• _EXERCISE DIRECTIONS_:
Write out the material below exactly, beginning at the line that contains "ring pip: (236, 258)" and ending with its last line, both ends included; write nothing else.

• _TASK MATERIAL_:
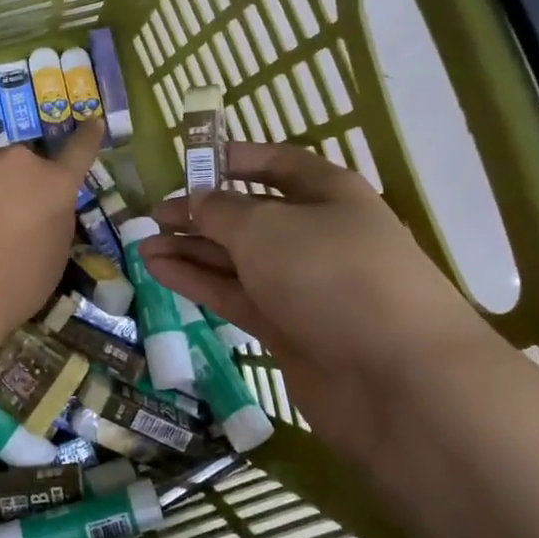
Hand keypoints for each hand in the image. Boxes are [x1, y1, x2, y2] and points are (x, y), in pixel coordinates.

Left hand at [0, 119, 103, 373]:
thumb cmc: (15, 287)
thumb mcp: (53, 256)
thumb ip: (52, 219)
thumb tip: (40, 208)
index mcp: (55, 186)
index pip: (78, 152)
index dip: (86, 137)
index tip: (91, 122)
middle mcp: (19, 160)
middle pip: (17, 165)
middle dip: (10, 183)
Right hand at [139, 141, 505, 431]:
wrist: (396, 378)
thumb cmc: (330, 274)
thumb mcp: (265, 227)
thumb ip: (221, 211)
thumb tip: (196, 201)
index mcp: (326, 193)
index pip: (275, 164)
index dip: (232, 160)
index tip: (186, 164)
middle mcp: (314, 234)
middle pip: (249, 214)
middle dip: (201, 212)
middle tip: (153, 215)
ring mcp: (301, 285)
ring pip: (236, 258)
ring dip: (191, 249)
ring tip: (142, 244)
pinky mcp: (287, 327)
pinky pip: (234, 294)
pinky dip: (198, 281)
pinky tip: (160, 269)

• _EXERCISE OUTPUT_:
ring pip: (236, 258)
ring dip: (191, 249)
ring tip: (142, 244)
pinky mcp: (287, 327)
pinky pip: (234, 294)
pinky dip: (198, 281)
pinky tip: (160, 269)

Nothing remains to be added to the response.